Progress with swallowable devices

Solid evidence supports the Cytosponge, a capsule containing a compressed spherical polyurethane sponge attached to a string. The sponge expands to a sphere when the capsule dissolves after being swallowed, Dr. Shaheen said.

When withdrawn, the sponge contains esophageal cytology samples that can be used to identify biomarkers for Barrett’s esophagus, either the protein trefoil factor 3 expressed in intestinal metaplasia or methylated DNA markers associated with Barrett’s esophagus mucosa.

More than 90% of participants in trials have been able to swallow the device. Some mild gagging or throat discomfort has been reported.

In one trial, patients with chronic reflux were randomly assigned to either swallow the Cytosponge or be screened by endoscopy based on the practitioner’s usual care. Any diagnosis with the Cytosponge was confirmed with endoscopy. Barrett’s esophagus was found in 2% of patients who had undergone the Cytosponge procedure, versus less than 1% of those screened in the usual way. Of the 6,834 patients in the Cytosponge group, nine were diagnosed with dysplastic Barrett’s esophagus or stage I esophagogastric cancer, versus none of the 6,388 participants in the usual-care group.

“At least for now, we’re using the same guidance that we used for endoscopy to decide who might be best served by these devices,” Dr. Shaheen said. “There are not good data to make a recommendation yet, but you could easily imagine how you could broaden screening guidelines by having a cheaper, more available test.”

Screening for esophageal cancer may one day be as common as screening for colon cancer, said Herbert C. Wolfsen, MD, a consultant in gastroenterology at the Mayo Clinic in Jacksonville, Florida, and professor of medicine at the Mayo Clinic College of Medicine, Rochester, Minn. He was not involved in writing the new guideline.

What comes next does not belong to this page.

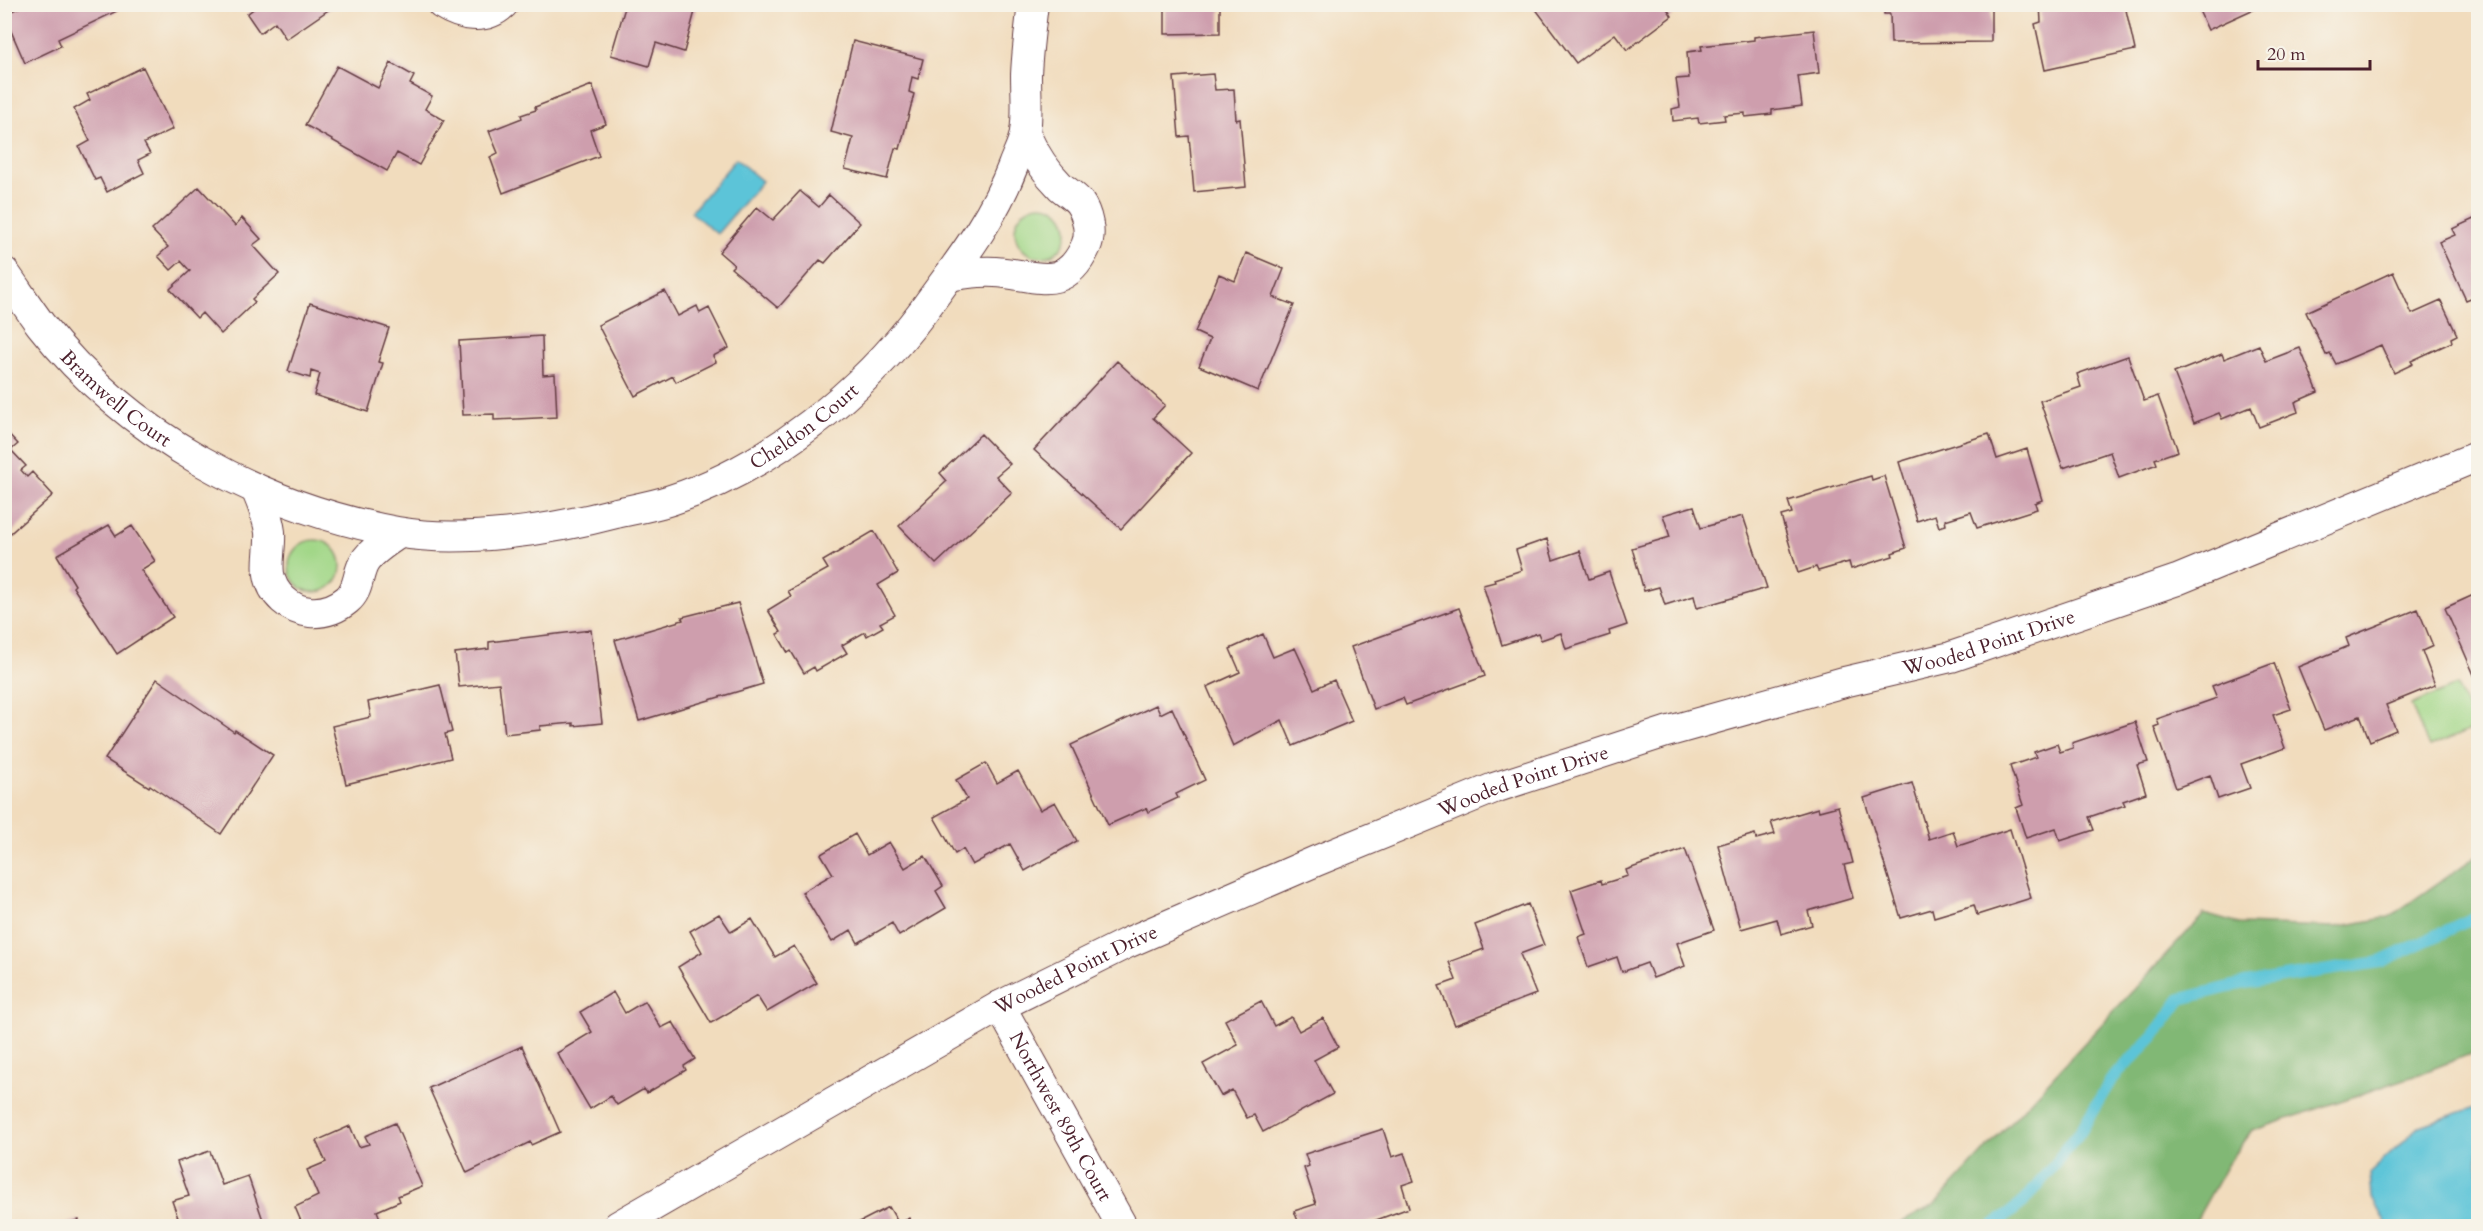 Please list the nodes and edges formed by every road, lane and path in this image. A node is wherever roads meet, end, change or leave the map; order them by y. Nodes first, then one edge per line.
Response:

“We’ve known for years that at least half of patients with esophageal cancer have little, if any, reflux symptoms,” he told this news organization. “This is an area where the guidelines have been consistent, but I think we’re going to see them start to change.”
 

Additional recommendations

The expert panel of the new guideline held off on recommending the use of biomarkers more generally, deeming the evidence insufficient.

 

 

The new guideline also endorses endoscopic treatment for dysplastic Barrett’s esophagus but not for Barrett’s esophagus with no dysplasia.

For the first time, it recommends that patients undergo surveillance after successful ablation.

Dr. Wolfsen took note of the guideline’s recommendation that clinicians benchmark their practices against published standards.

The guideline mentions “documentation of landmarks and extent of [Barrett’s esophagus], not obtaining biopsies in the setting of a normal-appearing squamocolumnar junction, sampling using the Seattle biopsy protocol, and performing surveillance endoscopy in patients with [nondysplastic Barrett’s esophagus] no sooner than 3-5 years.”

“The acceptance and implementation of these quality metrics is important,” Dr. Wolfsen said.

However, the guideline underscores the need for considerably more research, he added.

“This group did a fabulous job,” Dr. Wolfsen said. “But when it comes to getting a consensus and people on board, all headed in the same direction, it’s hard when you’re not working with very good data.”

Dr. Shaheen reports financial relationships with Medtronic, Steris, Pentax, CDx Diagnostics, Interpace Diagnostics, Lucid Medical, Cernostics, Phathom Pharmaceuticals, Exact Sciences, Aqua Medical, and Cook Medical. Dr. Wolfsen reports no relevant financial relationships.

A version of this article first appeared on Medscape.com.